Your task is to copy the data exactly while leaving out every picture.
══════════
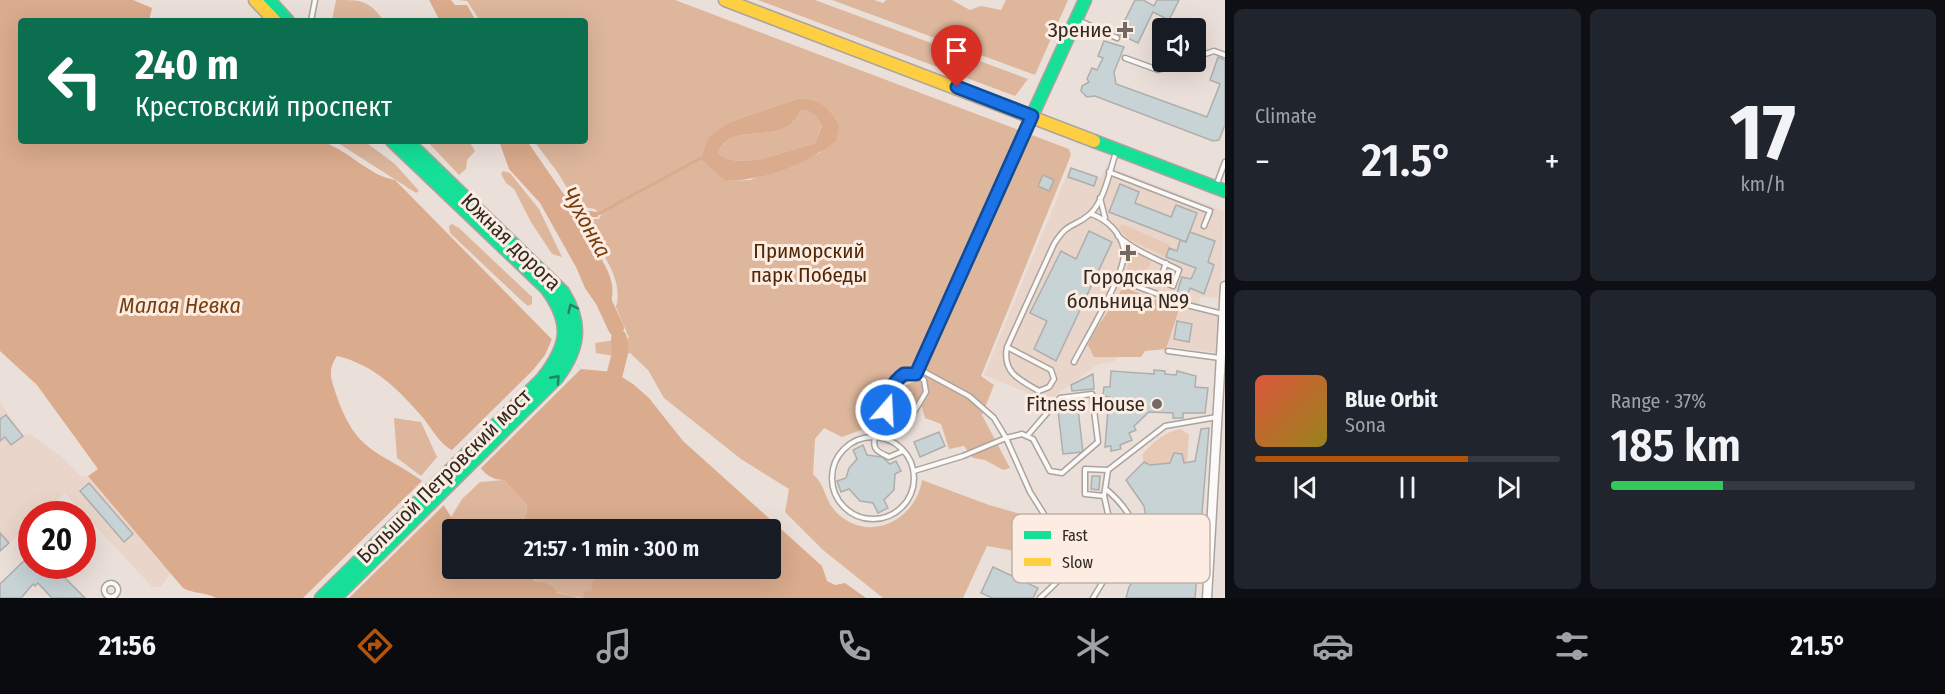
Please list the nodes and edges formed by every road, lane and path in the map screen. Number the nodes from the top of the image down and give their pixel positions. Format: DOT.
graph roads {
  1 [pos="255,0"];
  2 [pos="268,0"];
  3 [pos="315,0"];
  4 [pos="724,0"];
  5 [pos="1085,0"];
  6 [pos="272,18"];
  7 [pos="285,18"];
  8 [pos="312,18"];
  9 [pos="1076,19"];
  10 [pos="1117,38"];
  11 [pos="1206,54"];
  12 [pos="1225,55"];
  13 [pos="1125,58"];
  14 [pos="1152,68"];
  15 [pos="1032,116"];
  16 [pos="395,144"];
  17 [pos="410,144"];
  18 [pos="1117,149"];
  19 [pos="1225,162"];
  20 [pos="1109,172"];
  21 [pos="1220,189"];
  22 [pos="1100,198"];
  23 [pos="1091,213"];
  24 [pos="1105,219"];
  25 [pos="1204,226"];
  26 [pos="1118,235"];
  27 [pos="1128,244"];
  28 [pos="1124,252"];
  29 [pos="1166,263"];
  30 [pos="1117,279"];
  31 [pos="1225,286"];
  32 [pos="1223,314"];
  33 [pos="1006,347"];
  34 [pos="1168,351"];
  35 [pos="567,355"];
  36 [pos="1221,358"];
  37 [pos="1074,362"];
  38 [pos="918,371"];
  39 [pos="1217,417"];
  40 [pos="897,420"];
  41 [pos="1028,435"];
  42 [pos="875,437"];
  43 [pos="1006,438"];
  44 [pos="888,440"];
  45 [pos="903,451"];
  46 [pos="1108,470"];
  47 [pos="914,471"];
  48 [pos="1107,490"];
  49 [pos="1104,496"];
  50 [pos="1043,514"];
  51 [pos="1108,514"];
  52 [pos="1130,514"];
  53 [pos="1210,544"];
  54 [pos="1054,583"];
  55 [pos="1102,583"];
  56 [pos="1208,583"];
  57 [pos="321,598"];
  58 [pos="335,598"];
  59 [pos="1040,598"];
  60 [pos="1093,598"];
  61 [pos="1207,598"];
  1 -- 6 [label="street"];
  2 -- 7 [label="street"];
  3 -- 8 [label="lane"];
  4 -- 15 [label="street"];
  5 -- 9 [label="street"];
  9 -- 10 [label="lane"];
  9 -- 15 [label="street"];
  11 -- 12 [label="lane"];
  13 -- 14 [label="lane"];
  15 -- 18 [label="street"];
  15 -- 38 [label="lane"];
  16 -- 35 [label="street, Южная дорога"];
  35 -- 17 [label="street, Южная дорога, one-way"];
  18 -- 20 [label="lane"];
  18 -- 21 [label="street"];
  19 -- 21 [label="lane"];
  20 -- 22 [label="lane"];
  20 -- 25 [label="lane"];
  22 -- 23 [label="lane"];
  22 -- 24 [label="lane"];
  23 -- 24 [label="lane"];
  23 -- 33 [label="lane"];
  24 -- 26 [label="lane"];
  26 -- 27 [label="lane"];
  26 -- 28 [label="lane"];
  27 -- 28 [label="lane"];
  27 -- 29 [label="lane"];
  28 -- 30 [label="lane"];
  29 -- 29 [label="lane"];
  30 -- 32 [label="lane"];
  30 -- 37 [label="lane"];
  31 -- 32 [label="street"];
  32 -- 36 [label="street"];
  33 -- 33 [label="lane"];
  34 -- 36 [label="lane"];
  35 -- 57 [label="street, Большой Петровский мост"];
  58 -- 35 [label="street, Большой Петровский мост, one-way"];
  36 -- 39 [label="street"];
  38 -- 40 [label="lane"];
  38 -- 40 [label="lane"];
  38 -- 43 [label="lane"];
  39 -- 46 [label="lane"];
  39 -- 53 [label="street"];
  40 -- 44 [label="lane"];
  41 -- 41 [label="lane"];
  41 -- 43 [label="lane"];
  42 -- 44 [label="lane"];
  42 -- 45 [label="lane"];
  42 -- 47 [label="lane"];
  43 -- 47 [label="lane"];
  43 -- 50 [label="lane"];
  44 -- 45 [label="lane"];
  45 -- 47 [label="lane"];
  46 -- 48 [label="lane"];
  46 -- 49 [label="lane"];
  48 -- 49 [label="lane"];
  48 -- 52 [label="lane"];
  49 -- 51 [label="lane"];
  54 -- 59 [label="lane"];
  55 -- 60 [label="lane"];
  56 -- 61 [label="street"];
}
══════════
## Result for this task
Please list the nodes and edges formed by every road, lane and path in the map screen. Number the nodes from the top of the image down and give their pixel positions. Format: DOT.
graph roads {
  1 [pos="255,0"];
  2 [pos="268,0"];
  3 [pos="315,0"];
  4 [pos="724,0"];
  5 [pos="1085,0"];
  6 [pos="272,18"];
  7 [pos="285,18"];
  8 [pos="312,18"];
  9 [pos="1076,19"];
  10 [pos="1117,38"];
  11 [pos="1206,54"];
  12 [pos="1225,55"];
  13 [pos="1125,58"];
  14 [pos="1152,68"];
  15 [pos="1032,116"];
  16 [pos="395,144"];
  17 [pos="410,144"];
  18 [pos="1117,149"];
  19 [pos="1225,162"];
  20 [pos="1109,172"];
  21 [pos="1220,189"];
  22 [pos="1100,198"];
  23 [pos="1091,213"];
  24 [pos="1105,219"];
  25 [pos="1204,226"];
  26 [pos="1118,235"];
  27 [pos="1128,244"];
  28 [pos="1124,252"];
  29 [pos="1166,263"];
  30 [pos="1117,279"];
  31 [pos="1225,286"];
  32 [pos="1223,314"];
  33 [pos="1006,347"];
  34 [pos="1168,351"];
  35 [pos="567,355"];
  36 [pos="1221,358"];
  37 [pos="1074,362"];
  38 [pos="918,371"];
  39 [pos="1217,417"];
  40 [pos="897,420"];
  41 [pos="1028,435"];
  42 [pos="875,437"];
  43 [pos="1006,438"];
  44 [pos="888,440"];
  45 [pos="903,451"];
  46 [pos="1108,470"];
  47 [pos="914,471"];
  48 [pos="1107,490"];
  49 [pos="1104,496"];
  50 [pos="1043,514"];
  51 [pos="1108,514"];
  52 [pos="1130,514"];
  53 [pos="1210,544"];
  54 [pos="1054,583"];
  55 [pos="1102,583"];
  56 [pos="1208,583"];
  57 [pos="321,598"];
  58 [pos="335,598"];
  59 [pos="1040,598"];
  60 [pos="1093,598"];
  61 [pos="1207,598"];
  1 -- 6 [label="street"];
  2 -- 7 [label="street"];
  3 -- 8 [label="lane"];
  4 -- 15 [label="street"];
  5 -- 9 [label="street"];
  9 -- 10 [label="lane"];
  9 -- 15 [label="street"];
  11 -- 12 [label="lane"];
  13 -- 14 [label="lane"];
  15 -- 18 [label="street"];
  15 -- 38 [label="lane"];
  16 -- 35 [label="street, Южная дорога"];
  35 -- 17 [label="street, Южная дорога, one-way"];
  18 -- 20 [label="lane"];
  18 -- 21 [label="street"];
  19 -- 21 [label="lane"];
  20 -- 22 [label="lane"];
  20 -- 25 [label="lane"];
  22 -- 23 [label="lane"];
  22 -- 24 [label="lane"];
  23 -- 24 [label="lane"];
  23 -- 33 [label="lane"];
  24 -- 26 [label="lane"];
  26 -- 27 [label="lane"];
  26 -- 28 [label="lane"];
  27 -- 28 [label="lane"];
  27 -- 29 [label="lane"];
  28 -- 30 [label="lane"];
  29 -- 29 [label="lane"];
  30 -- 32 [label="lane"];
  30 -- 37 [label="lane"];
  31 -- 32 [label="street"];
  32 -- 36 [label="street"];
  33 -- 33 [label="lane"];
  34 -- 36 [label="lane"];
  35 -- 57 [label="street, Большой Петровский мост"];
  58 -- 35 [label="street, Большой Петровский мост, one-way"];
  36 -- 39 [label="street"];
  38 -- 40 [label="lane"];
  38 -- 40 [label="lane"];
  38 -- 43 [label="lane"];
  39 -- 46 [label="lane"];
  39 -- 53 [label="street"];
  40 -- 44 [label="lane"];
  41 -- 41 [label="lane"];
  41 -- 43 [label="lane"];
  42 -- 44 [label="lane"];
  42 -- 45 [label="lane"];
  42 -- 47 [label="lane"];
  43 -- 47 [label="lane"];
  43 -- 50 [label="lane"];
  44 -- 45 [label="lane"];
  45 -- 47 [label="lane"];
  46 -- 48 [label="lane"];
  46 -- 49 [label="lane"];
  48 -- 49 [label="lane"];
  48 -- 52 [label="lane"];
  49 -- 51 [label="lane"];
  54 -- 59 [label="lane"];
  55 -- 60 [label="lane"];
  56 -- 61 [label="street"];
}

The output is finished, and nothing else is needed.